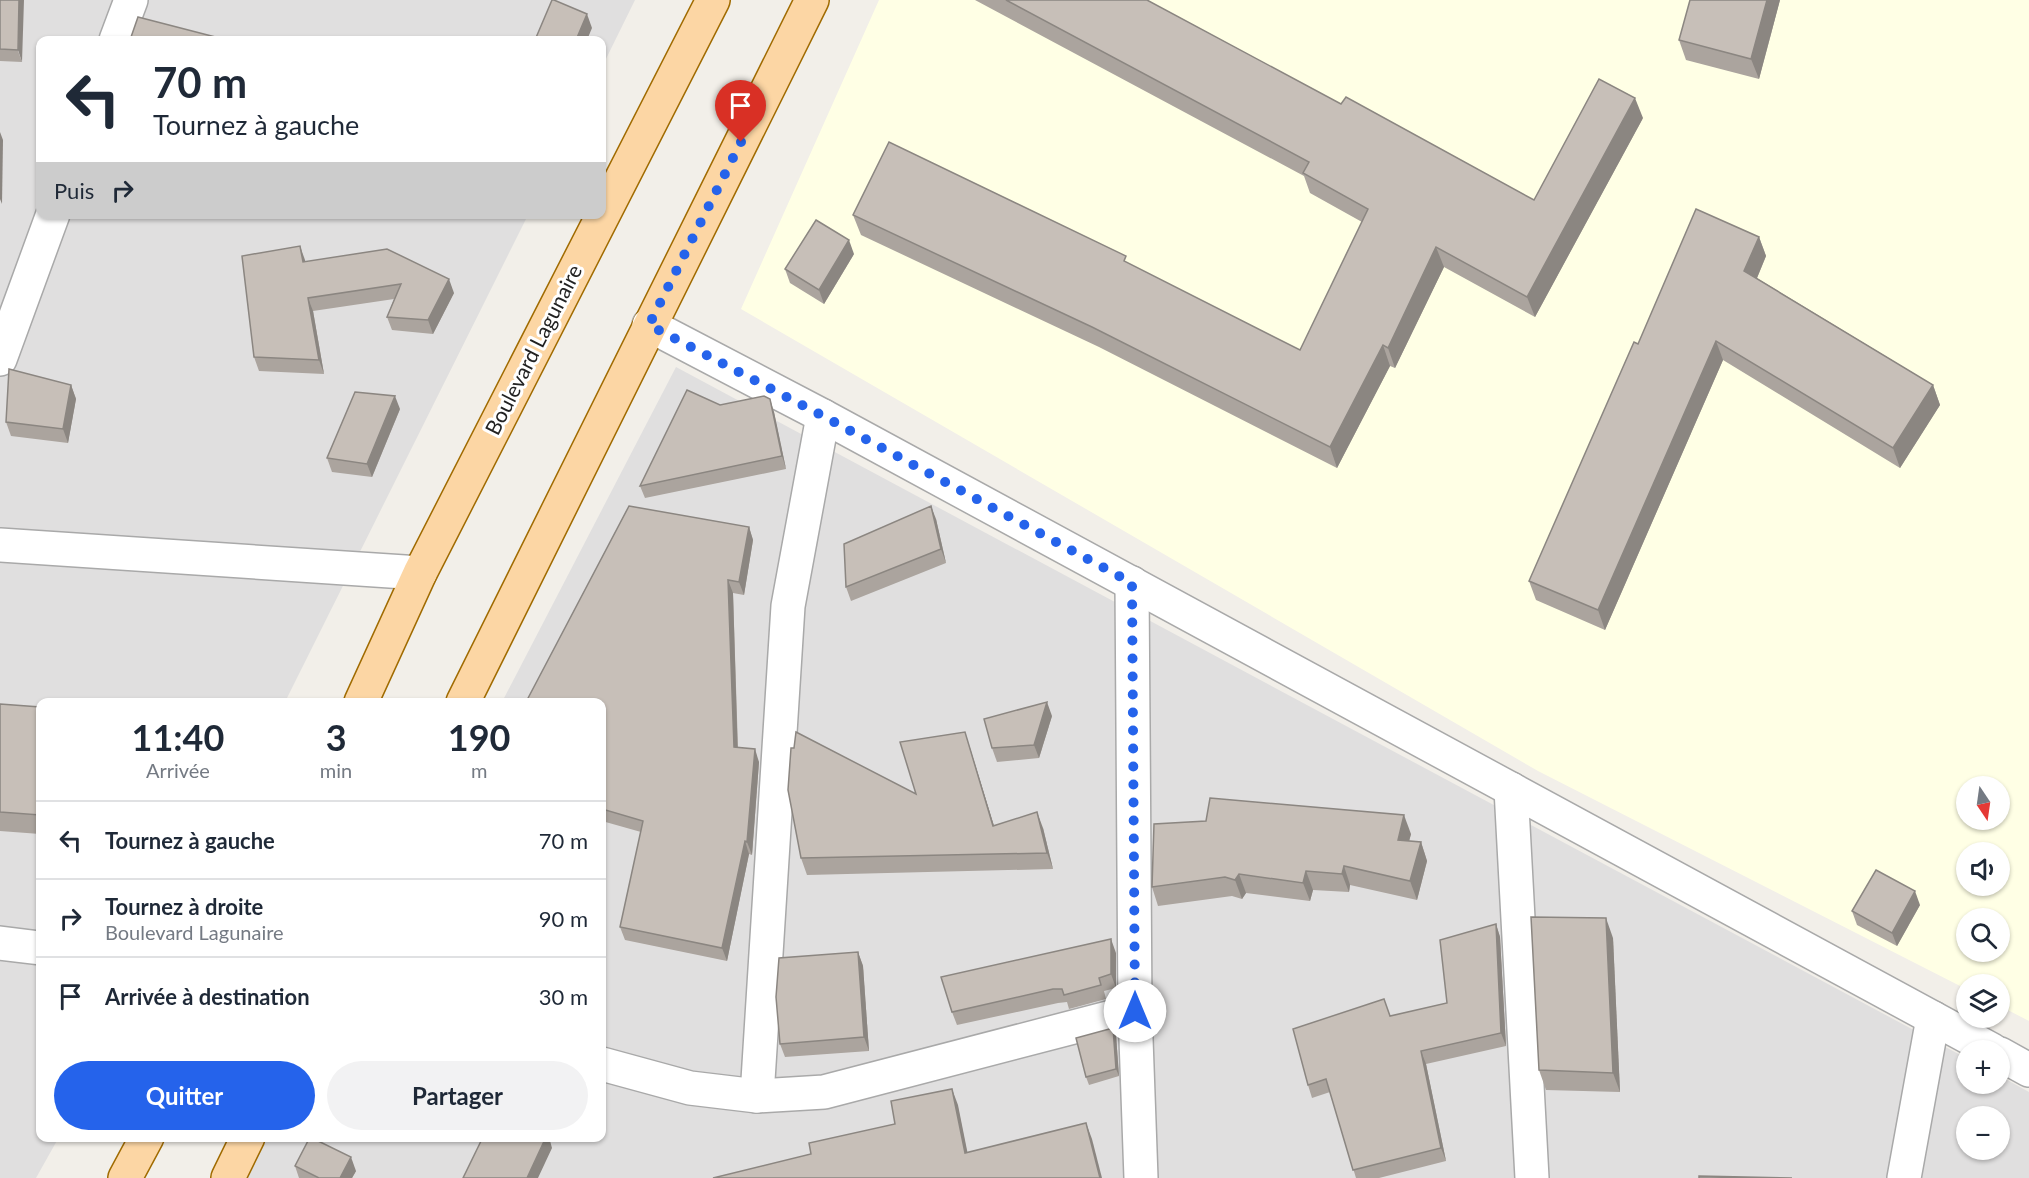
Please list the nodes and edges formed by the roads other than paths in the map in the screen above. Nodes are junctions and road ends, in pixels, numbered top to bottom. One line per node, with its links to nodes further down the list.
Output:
1 (131, 0): 4 (street)
2 (713, 0): 5 (main road, Boulevard Lagunaire)
3 (812, 0): 8 (main road)
4 (118, 36)
5 (606, 209)
6 (51, 219): 9 (street)
7 (601, 219): 12 (main road, Boulevard Lagunaire)
8 (649, 325): 10 (street); 15 (main road)
9 (0, 359)
10 (823, 416): 13 (street); 25 (street)
11 (0, 545): 12 (street)
12 (420, 573): 14 (main road, Boulevard Lagunaire)
13 (1132, 583): 16 (street); 19 (street)
14 (363, 698)
15 (465, 698)
16 (1511, 789): 20 (street); 31 (street)
17 (0, 943): 18 (street)
18 (36, 948)
19 (1135, 1011): 25 (street); 30 (street)
20 (1934, 1018): 21 (street); 32 (street)
21 (1974, 1040)
22 (2010, 1060): 24 (street)
23 (606, 1065): 25 (street)
24 (2029, 1070)
25 (757, 1096)
26 (144, 1142): 28 (main road)
27 (246, 1142): 29 (main road)
28 (125, 1178)
29 (228, 1178)
30 (1141, 1178)
31 (1532, 1178)
32 (1904, 1178)

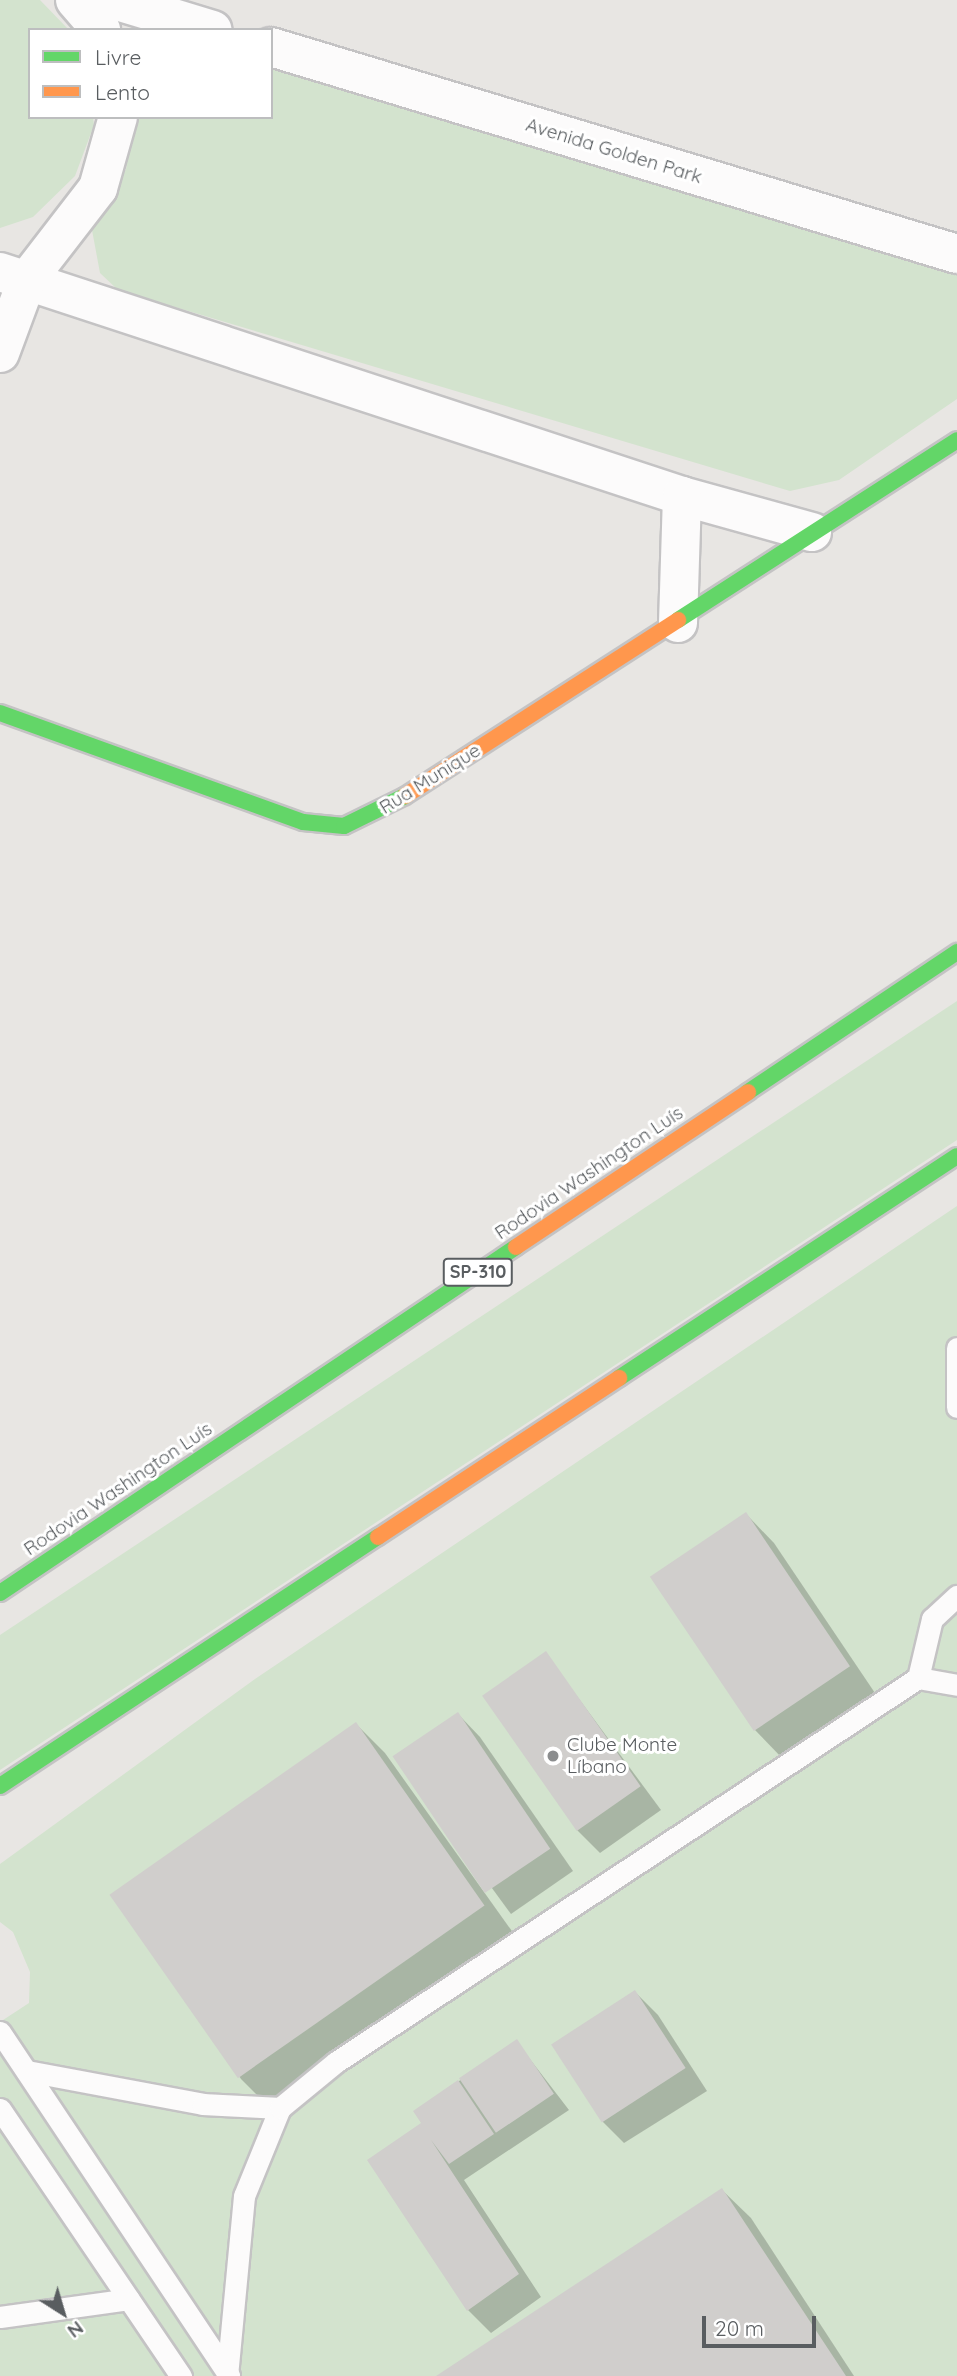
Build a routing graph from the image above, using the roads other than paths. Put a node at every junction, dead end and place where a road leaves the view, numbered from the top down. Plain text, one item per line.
1 (75, 0) edge
2 (114, 0) edge
3 (99, 28) edge
4 (206, 28) edge
5 (273, 48) edge
6 (117, 119) edge
7 (957, 254) edge
8 (14, 276) edge
9 (0, 353) edge
10 (957, 440) edge
11 (682, 496) junction
12 (813, 533) junction
13 (678, 622) junction
14 (0, 713) edge
15 (957, 952) edge
16 (957, 1156) edge
17 (957, 1348) edge
18 (957, 1407) edge
19 (0, 1593) edge
20 (957, 1596) edge
21 (918, 1678) junction
22 (957, 1685) edge
23 (0, 1786) edge
24 (0, 2032) edge
25 (27, 2071) junction
26 (280, 2108) junction
27 (2, 2118) edge
28 (129, 2299) junction
29 (0, 2317) edge
30 (228, 2375) edge
31 (181, 2376) edge

1 - 3 street
2 - 4 street
5 - 7 street, Avenida Golden Park
6 - 8 street
8 - 9 street
8 - 11 street
10 - 12 main road, Rua Munique
11 - 12 street
11 - 13 street
12 - 13 main road, Rua Munique
13 - 14 main road, Rua Munique
15 - 19 main road, Rodovia Washington Luís / SP-310
16 - 23 main road
17 - 18 lane
20 - 21 lane
21 - 22 lane
21 - 26 lane
24 - 25 lane
25 - 26 lane
25 - 30 lane
26 - 30 lane
27 - 28 lane
28 - 29 lane
28 - 31 lane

● ● ● ● ● ● ●

TASK DETAILS
Repeat each line above exactly. The pictures stay out.

OUTPUT FOR THIS TASK
Please list the nodes and edges formed by the roads other than paths in the map in the screen above. Nodes are junctions and road ends, in pixels, numbered top to bottom. One line per node, with its links to nodes further down the list.
Output:
1 (131, 0): 4 (street)
2 (713, 0): 5 (main road, Boulevard Lagunaire)
3 (812, 0): 8 (main road)
4 (118, 36)
5 (606, 209)
6 (51, 219): 9 (street)
7 (601, 219): 12 (main road, Boulevard Lagunaire)
8 (649, 325): 10 (street); 15 (main road)
9 (0, 359)
10 (823, 416): 13 (street); 25 (street)
11 (0, 545): 12 (street)
12 (420, 573): 14 (main road, Boulevard Lagunaire)
13 (1132, 583): 16 (street); 19 (street)
14 (363, 698)
15 (465, 698)
16 (1511, 789): 20 (street); 31 (street)
17 (0, 943): 18 (street)
18 (36, 948)
19 (1135, 1011): 25 (street); 30 (street)
20 (1934, 1018): 21 (street); 32 (street)
21 (1974, 1040)
22 (2010, 1060): 24 (street)
23 (606, 1065): 25 (street)
24 (2029, 1070)
25 (757, 1096)
26 (144, 1142): 28 (main road)
27 (246, 1142): 29 (main road)
28 (125, 1178)
29 (228, 1178)
30 (1141, 1178)
31 (1532, 1178)
32 (1904, 1178)

Build a routing graph from the image above, using the roads other than paths. Put a node at every junction, dead end and place where a road leaves the view, numbered from the top down. Plain text, one item per line.
1 (75, 0) edge
2 (114, 0) edge
3 (99, 28) edge
4 (206, 28) edge
5 (273, 48) edge
6 (117, 119) edge
7 (957, 254) edge
8 (14, 276) edge
9 (0, 353) edge
10 (957, 440) edge
11 (682, 496) junction
12 (813, 533) junction
13 (678, 622) junction
14 (0, 713) edge
15 (957, 952) edge
16 (957, 1156) edge
17 (957, 1348) edge
18 (957, 1407) edge
19 (0, 1593) edge
20 (957, 1596) edge
21 (918, 1678) junction
22 (957, 1685) edge
23 (0, 1786) edge
24 (0, 2032) edge
25 (27, 2071) junction
26 (280, 2108) junction
27 (2, 2118) edge
28 (129, 2299) junction
29 (0, 2317) edge
30 (228, 2375) edge
31 (181, 2376) edge

1 - 3 street
2 - 4 street
5 - 7 street, Avenida Golden Park
6 - 8 street
8 - 9 street
8 - 11 street
10 - 12 main road, Rua Munique
11 - 12 street
11 - 13 street
12 - 13 main road, Rua Munique
13 - 14 main road, Rua Munique
15 - 19 main road, Rodovia Washington Luís / SP-310
16 - 23 main road
17 - 18 lane
20 - 21 lane
21 - 22 lane
21 - 26 lane
24 - 25 lane
25 - 26 lane
25 - 30 lane
26 - 30 lane
27 - 28 lane
28 - 29 lane
28 - 31 lane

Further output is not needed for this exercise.